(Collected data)
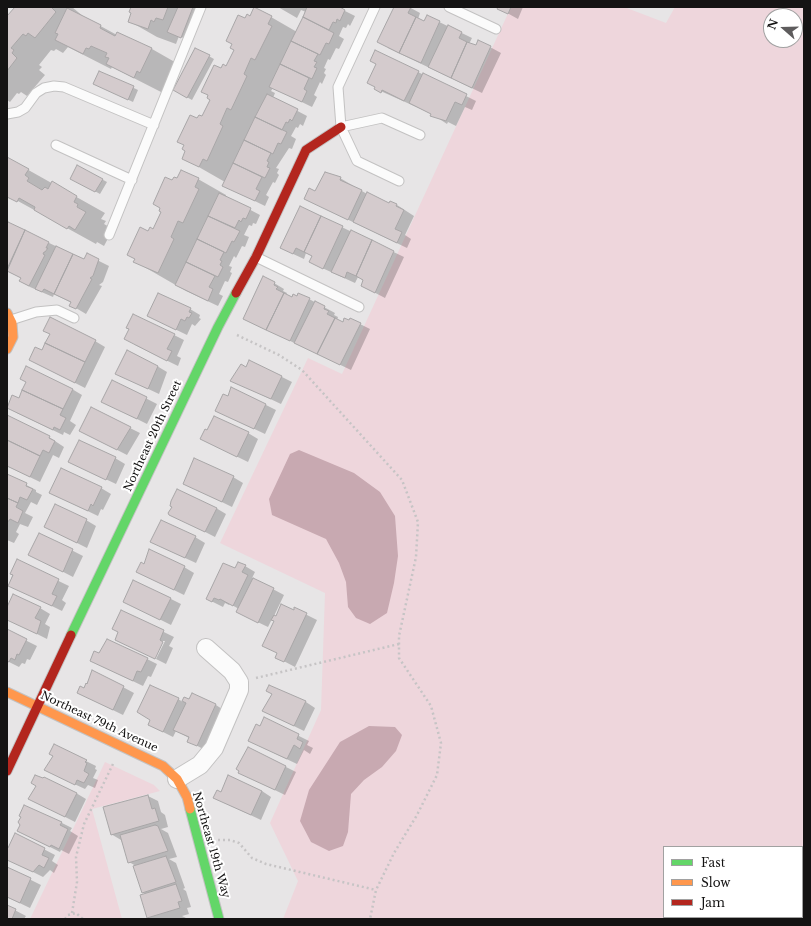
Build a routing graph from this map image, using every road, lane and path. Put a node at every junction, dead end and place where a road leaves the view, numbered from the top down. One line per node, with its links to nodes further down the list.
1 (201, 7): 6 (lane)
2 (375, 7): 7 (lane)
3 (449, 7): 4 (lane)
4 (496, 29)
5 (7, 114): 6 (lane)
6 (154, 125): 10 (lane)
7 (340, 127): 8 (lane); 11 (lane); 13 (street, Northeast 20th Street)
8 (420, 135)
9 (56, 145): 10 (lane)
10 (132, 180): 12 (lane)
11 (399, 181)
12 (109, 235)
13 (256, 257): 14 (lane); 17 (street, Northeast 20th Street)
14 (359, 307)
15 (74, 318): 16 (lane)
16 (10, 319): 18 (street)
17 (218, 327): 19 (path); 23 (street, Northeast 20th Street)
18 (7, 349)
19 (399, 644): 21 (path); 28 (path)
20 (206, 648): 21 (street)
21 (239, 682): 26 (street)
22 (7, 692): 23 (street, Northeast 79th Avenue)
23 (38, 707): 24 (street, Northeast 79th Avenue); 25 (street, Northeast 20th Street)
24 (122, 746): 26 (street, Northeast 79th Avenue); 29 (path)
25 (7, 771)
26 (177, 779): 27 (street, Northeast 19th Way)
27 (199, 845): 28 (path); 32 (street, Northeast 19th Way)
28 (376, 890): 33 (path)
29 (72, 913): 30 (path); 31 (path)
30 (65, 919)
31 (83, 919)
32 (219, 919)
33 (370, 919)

Exercise directions: Quote every entry exactly, with the pictures omitted.

Result for this task:
Build a routing graph from this map image, using every road, lane and path. Put a node at every junction, dead end and place where a road leaves the view, numbered from the top down. One line per node, with its links to nodes further down the list.
1 (201, 7): 6 (lane)
2 (375, 7): 7 (lane)
3 (449, 7): 4 (lane)
4 (496, 29)
5 (7, 114): 6 (lane)
6 (154, 125): 10 (lane)
7 (340, 127): 8 (lane); 11 (lane); 13 (street, Northeast 20th Street)
8 (420, 135)
9 (56, 145): 10 (lane)
10 (132, 180): 12 (lane)
11 (399, 181)
12 (109, 235)
13 (256, 257): 14 (lane); 17 (street, Northeast 20th Street)
14 (359, 307)
15 (74, 318): 16 (lane)
16 (10, 319): 18 (street)
17 (218, 327): 19 (path); 23 (street, Northeast 20th Street)
18 (7, 349)
19 (399, 644): 21 (path); 28 (path)
20 (206, 648): 21 (street)
21 (239, 682): 26 (street)
22 (7, 692): 23 (street, Northeast 79th Avenue)
23 (38, 707): 24 (street, Northeast 79th Avenue); 25 (street, Northeast 20th Street)
24 (122, 746): 26 (street, Northeast 79th Avenue); 29 (path)
25 (7, 771)
26 (177, 779): 27 (street, Northeast 19th Way)
27 (199, 845): 28 (path); 32 (street, Northeast 19th Way)
28 (376, 890): 33 (path)
29 (72, 913): 30 (path); 31 (path)
30 (65, 919)
31 (83, 919)
32 (219, 919)
33 (370, 919)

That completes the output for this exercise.